- PROBLEM DETAILS -
Give a count of the lines below that have the string "pinky" in them, with no other words.

──────── DATA LISTING

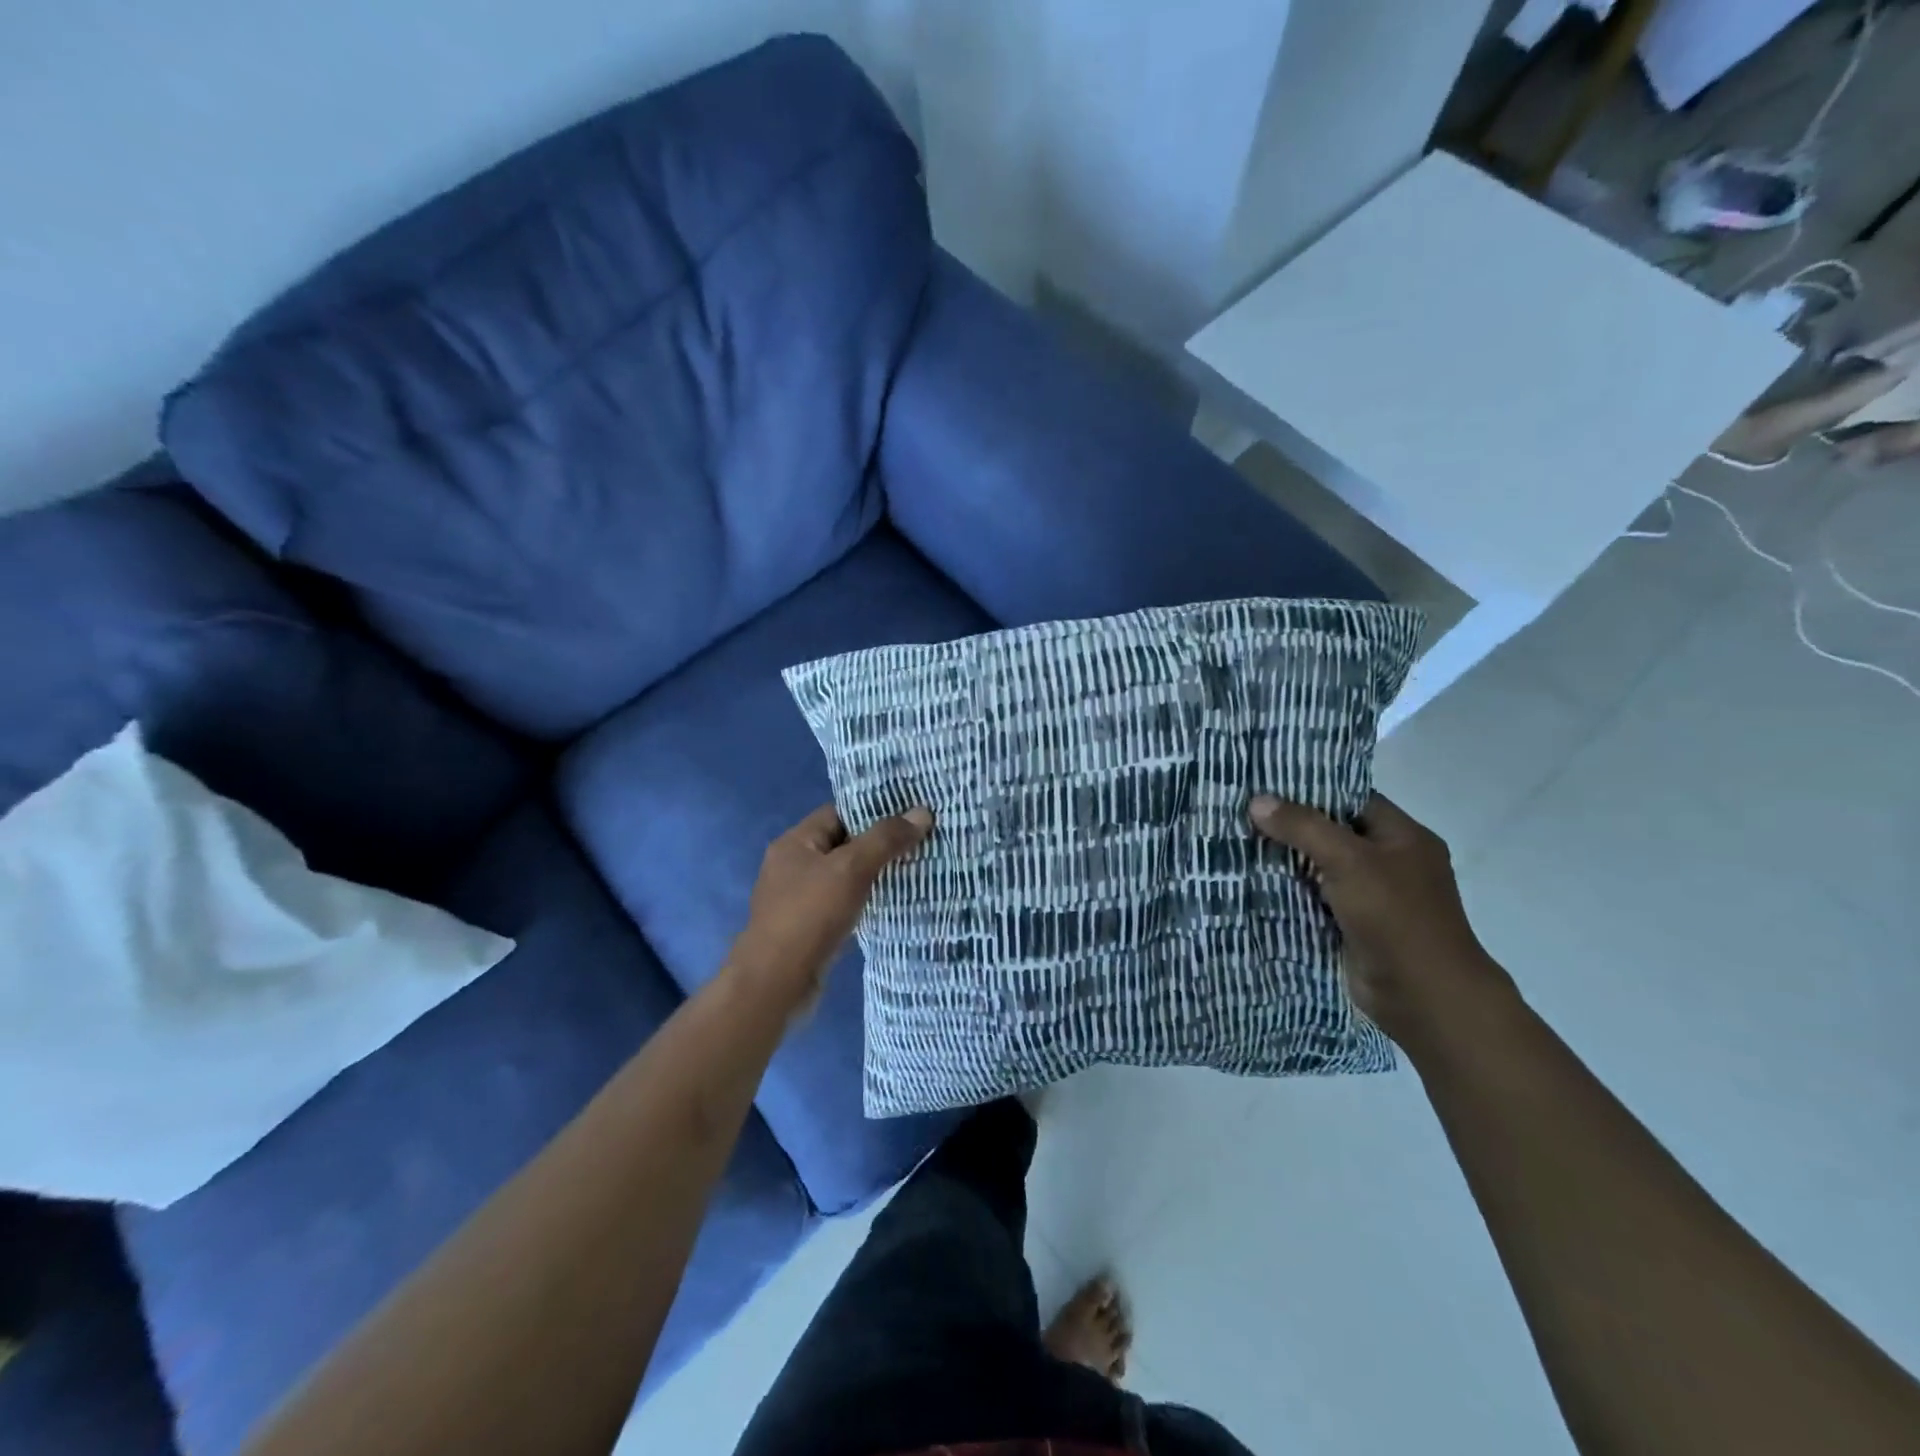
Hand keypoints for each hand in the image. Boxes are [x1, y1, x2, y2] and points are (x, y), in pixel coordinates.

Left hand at [727, 803, 933, 1018]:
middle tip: (920, 842)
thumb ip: (885, 839)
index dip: (874, 811)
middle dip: (879, 844)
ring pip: (844, 877)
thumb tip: (922, 812)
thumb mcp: (851, 869)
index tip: (910, 814)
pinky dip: (865, 903)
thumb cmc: (810, 915)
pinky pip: (842, 905)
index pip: (839, 813)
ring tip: (915, 870)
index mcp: (795, 843)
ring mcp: (799, 899)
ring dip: (874, 876)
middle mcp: (793, 866)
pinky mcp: (808, 929)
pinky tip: (892, 905)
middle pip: (843, 845)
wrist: (776, 983)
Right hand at [1248, 791, 1514, 1045]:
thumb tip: (1257, 800)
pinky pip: (1316, 897)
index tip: (1264, 783)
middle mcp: (1390, 861)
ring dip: (1286, 860)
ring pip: (1320, 867)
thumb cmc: (1396, 917)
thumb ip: (1303, 827)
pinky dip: (1290, 891)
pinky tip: (1253, 880)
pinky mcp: (1354, 925)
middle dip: (1290, 825)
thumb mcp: (1349, 861)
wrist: (1424, 996)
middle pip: (1332, 832)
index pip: (1351, 799)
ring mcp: (1373, 896)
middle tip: (1242, 811)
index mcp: (1404, 836)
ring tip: (1237, 840)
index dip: (1310, 789)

────────────────

- TASK RESULT -
8